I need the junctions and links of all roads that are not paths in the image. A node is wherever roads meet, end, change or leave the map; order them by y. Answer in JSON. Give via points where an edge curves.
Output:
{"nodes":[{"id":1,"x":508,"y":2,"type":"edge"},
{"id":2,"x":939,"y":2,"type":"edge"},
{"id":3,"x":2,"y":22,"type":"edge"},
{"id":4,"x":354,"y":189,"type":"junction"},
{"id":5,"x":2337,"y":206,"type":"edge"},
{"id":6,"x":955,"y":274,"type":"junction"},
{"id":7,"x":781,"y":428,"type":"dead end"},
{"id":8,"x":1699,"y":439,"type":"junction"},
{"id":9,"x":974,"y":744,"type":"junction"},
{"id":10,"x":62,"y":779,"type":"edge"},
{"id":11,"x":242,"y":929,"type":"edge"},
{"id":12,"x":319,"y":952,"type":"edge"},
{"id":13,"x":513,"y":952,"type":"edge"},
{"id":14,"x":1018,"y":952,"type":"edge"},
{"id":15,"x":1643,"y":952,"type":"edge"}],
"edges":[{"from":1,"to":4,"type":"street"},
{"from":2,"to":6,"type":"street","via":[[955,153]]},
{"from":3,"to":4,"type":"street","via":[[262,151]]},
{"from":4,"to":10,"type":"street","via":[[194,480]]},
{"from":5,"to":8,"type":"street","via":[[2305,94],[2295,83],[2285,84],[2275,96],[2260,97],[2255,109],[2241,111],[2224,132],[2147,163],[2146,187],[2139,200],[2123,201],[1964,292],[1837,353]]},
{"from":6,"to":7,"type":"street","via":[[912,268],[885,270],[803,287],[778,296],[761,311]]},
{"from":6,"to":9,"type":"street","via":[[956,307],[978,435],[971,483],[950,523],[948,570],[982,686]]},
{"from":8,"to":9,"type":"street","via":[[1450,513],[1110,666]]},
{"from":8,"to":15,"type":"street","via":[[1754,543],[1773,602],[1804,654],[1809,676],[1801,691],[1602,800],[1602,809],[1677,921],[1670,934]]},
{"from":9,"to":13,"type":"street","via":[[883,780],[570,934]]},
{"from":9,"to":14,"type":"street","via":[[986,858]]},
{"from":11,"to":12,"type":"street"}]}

┄┄┄┄┄┄

## Work item:
Here, the records must be output exactly and in full.

## Result for this exercise:
I need the junctions and links of all roads that are not paths in the image. A node is wherever roads meet, end, change or leave the map; order them by y. Answer in JSON. Give via points where an edge curves.
Output:
{"nodes":[{"id":1,"x":508,"y":2,"type":"edge"},
{"id":2,"x":939,"y":2,"type":"edge"},
{"id":3,"x":2,"y":22,"type":"edge"},
{"id":4,"x":354,"y":189,"type":"junction"},
{"id":5,"x":2337,"y":206,"type":"edge"},
{"id":6,"x":955,"y":274,"type":"junction"},
{"id":7,"x":781,"y":428,"type":"dead end"},
{"id":8,"x":1699,"y":439,"type":"junction"},
{"id":9,"x":974,"y":744,"type":"junction"},
{"id":10,"x":62,"y":779,"type":"edge"},
{"id":11,"x":242,"y":929,"type":"edge"},
{"id":12,"x":319,"y":952,"type":"edge"},
{"id":13,"x":513,"y":952,"type":"edge"},
{"id":14,"x":1018,"y":952,"type":"edge"},
{"id":15,"x":1643,"y":952,"type":"edge"}],
"edges":[{"from":1,"to":4,"type":"street"},
{"from":2,"to":6,"type":"street","via":[[955,153]]},
{"from":3,"to":4,"type":"street","via":[[262,151]]},
{"from":4,"to":10,"type":"street","via":[[194,480]]},
{"from":5,"to":8,"type":"street","via":[[2305,94],[2295,83],[2285,84],[2275,96],[2260,97],[2255,109],[2241,111],[2224,132],[2147,163],[2146,187],[2139,200],[2123,201],[1964,292],[1837,353]]},
{"from":6,"to":7,"type":"street","via":[[912,268],[885,270],[803,287],[778,296],[761,311]]},
{"from":6,"to":9,"type":"street","via":[[956,307],[978,435],[971,483],[950,523],[948,570],[982,686]]},
{"from":8,"to":9,"type":"street","via":[[1450,513],[1110,666]]},
{"from":8,"to":15,"type":"street","via":[[1754,543],[1773,602],[1804,654],[1809,676],[1801,691],[1602,800],[1602,809],[1677,921],[1670,934]]},
{"from":9,"to":13,"type":"street","via":[[883,780],[570,934]]},
{"from":9,"to":14,"type":"street","via":[[986,858]]},
{"from":11,"to":12,"type":"street"}]}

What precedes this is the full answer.